Ocupando os espaços públicos
Um dos principais problemas do brasileiro nas cidades é a sua falta de responsabilidade sobre os espaços públicos. Na nossa cultura, a rua, seu entorno e seus equipamentos urbanos pertencem a esfera pública e, por isso, é quem deve cuidar da manutenção, limpeza e segurança. Empresas e organizações podem optar por "adotar" um espaço, mas por lei isso significa transferir toda a responsabilidade da Prefeitura para a instituição.
No Brasil, é visível o movimento de diferentes grupos que estão tentando mudar essas regras. Os coletivos criam novas formas de interagir com o espaço público e melhorá-lo, dividindo essa responsabilidade com outros moradores, outros coletivos e com o próprio governo e empresas.

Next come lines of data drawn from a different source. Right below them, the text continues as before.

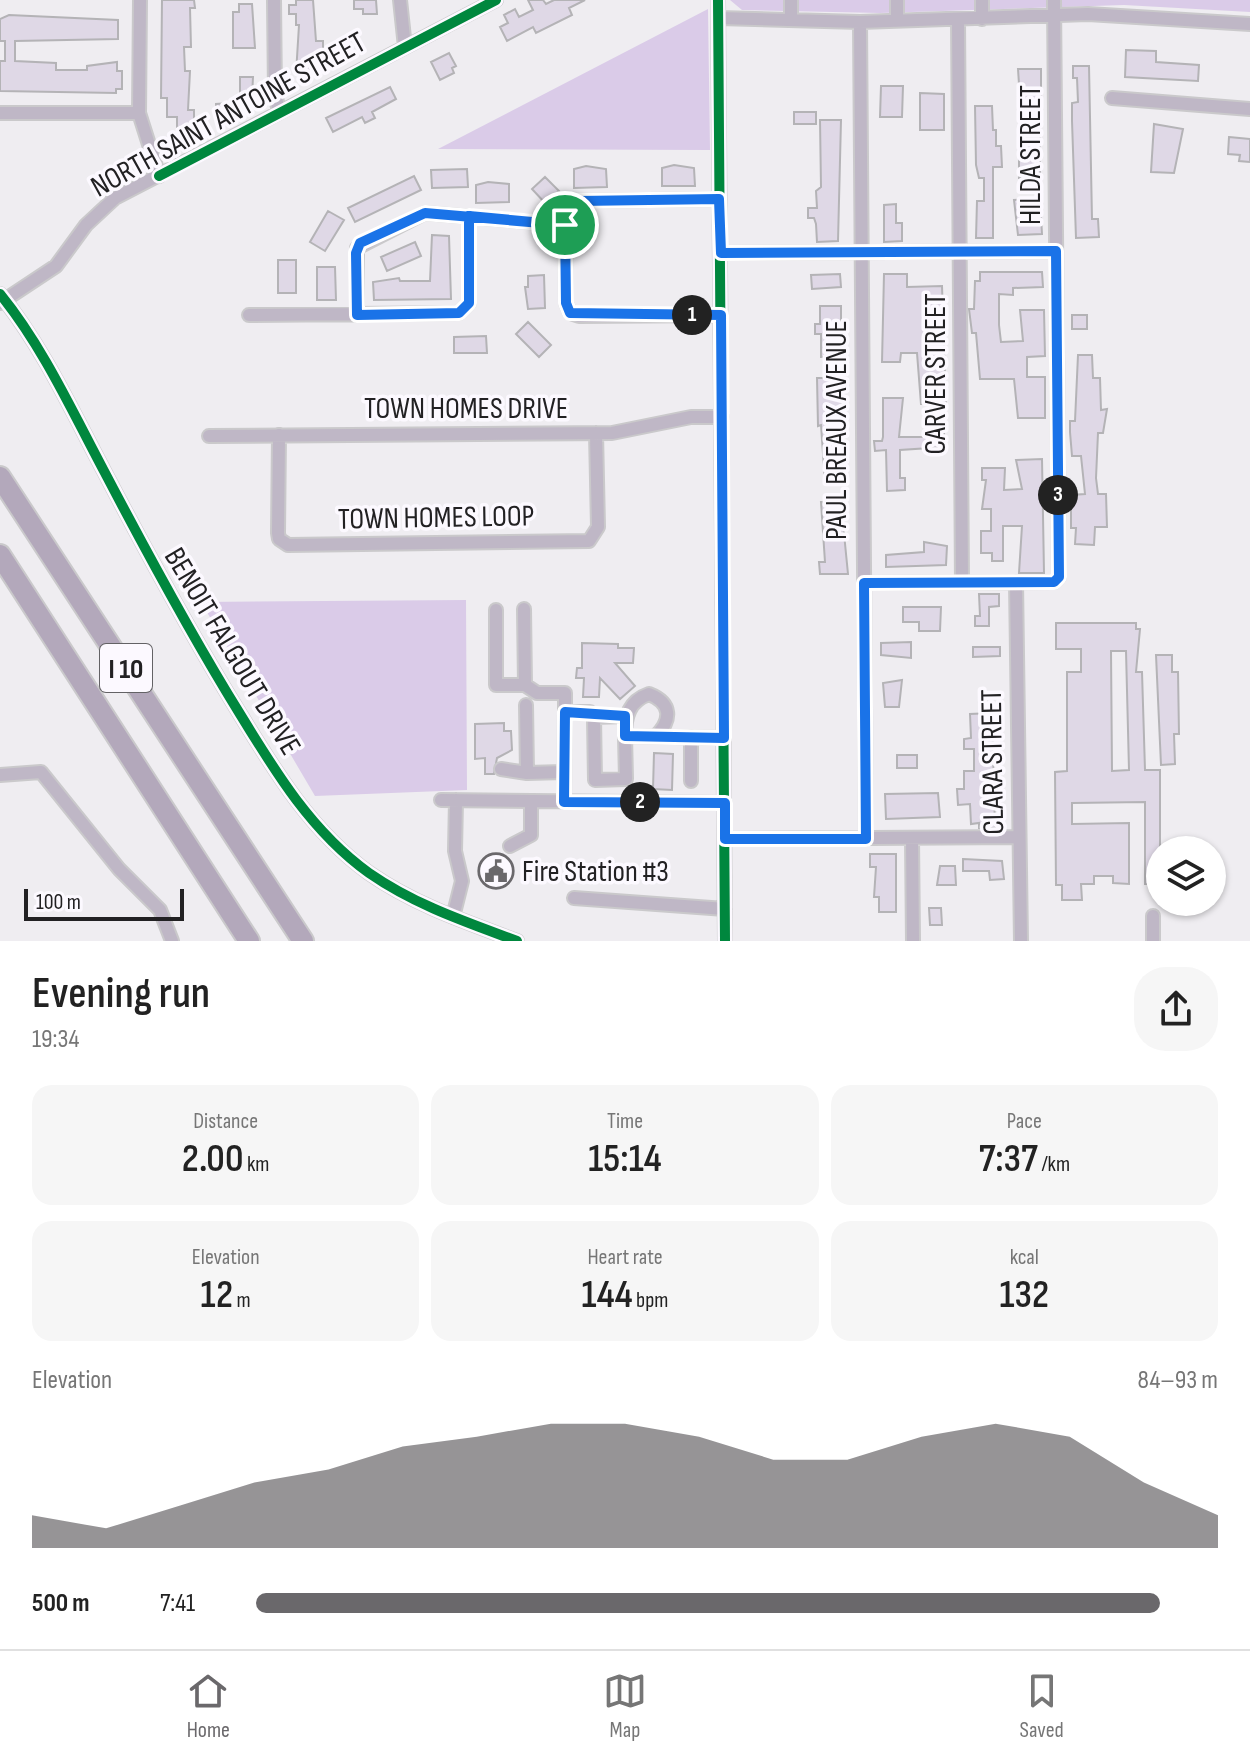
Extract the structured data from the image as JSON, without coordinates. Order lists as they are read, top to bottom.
{
  "streets": {
    "highway": ["I 10"],
    "street": [
      "NORTH SAINT ANTOINE STREET",
      "HILDA STREET",
      "CARVER STREET",
      "TOWN HOMES DRIVE",
      "PAUL BREAUX AVENUE",
      "TOWN HOMES LOOP",
      "BENOIT FALGOUT DRIVE",
      "CLARA STREET"
    ]
  },
  "crossings": [
    ["NORTH SAINT ANTOINE STREET", "BENOIT FALGOUT DRIVE"],
    ["HILDA STREET", "CLARA STREET"],
    ["TOWN HOMES DRIVE", "TOWN HOMES LOOP"]
  ],
  "places": {
    "public building": ["Fire Station #3"]
  },
  "scale_bar": "100 m",
  "page": {
    "pins": ["1", "3", "2"],
    "scale": "100 m",
    "heading": ["Evening run", "19:34"],
    "stats": [
      ["Distance", "2.00 km"],
      ["Time", "15:14"],
      ["Pace", "7:37 /km"],
      ["Elevation", "12 m"],
      ["Heart rate", "144 bpm"],
      ["kcal", "132"]
    ],
    "chart": ["Elevation", "84–93 m"],
    "list": [
      {
        "name": "500 m",
        "note": "7:41"
      }
    ],
    "tabs": ["Home", "Map", "Saved"]
  }
}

Esses grupos possuem uma postura mais ativa e propositiva sobre a cidade e estão experimentando novas soluções e formas de uso dos espaços públicos.

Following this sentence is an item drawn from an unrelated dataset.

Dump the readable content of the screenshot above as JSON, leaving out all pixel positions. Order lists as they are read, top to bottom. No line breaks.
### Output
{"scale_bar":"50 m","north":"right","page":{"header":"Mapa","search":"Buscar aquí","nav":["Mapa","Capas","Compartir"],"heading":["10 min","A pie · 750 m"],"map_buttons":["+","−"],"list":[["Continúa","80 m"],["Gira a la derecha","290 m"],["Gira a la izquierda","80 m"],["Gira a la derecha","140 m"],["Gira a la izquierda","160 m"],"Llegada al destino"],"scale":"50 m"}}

Por exemplo, o Coletivo Ocupe & Abrace formado no bairro Vila Pompeia em São Paulo. O grupo decidiu revitalizar a Praça Homero Silva, que estava abandonada por falta de manutenção e segurança. A Praça possui uma grande área verde, dividida em quatro níveis e conta com três nascentes do Córrego Água Preta. Os moradores do entorno sempre esperaram por soluções do poder público e, por isso, nada foi feito.
O coletivo decidiu criar atividades na praça, gerando motivos para as pessoas a utilizarem. Começou com um Festival, com músicos da região, arte urbana, piquenique colaborativo, feira de orgânicos, apresentações de dança, intervenções de artes, aulas de taichichuan e cursos ligados ao meio ambiente. A partir disso, foram criadas atividades semanais e mensais permanentes na praça e o segundo Festival, com quase mil participantes ao longo do dia. "Isso pode ser feito? Não é contra a lei?" Essas são as primeiras perguntas feitas ao coletivo, que espera que as pessoas parem de se questionar e criem novos usos para os espaços públicos abandonados.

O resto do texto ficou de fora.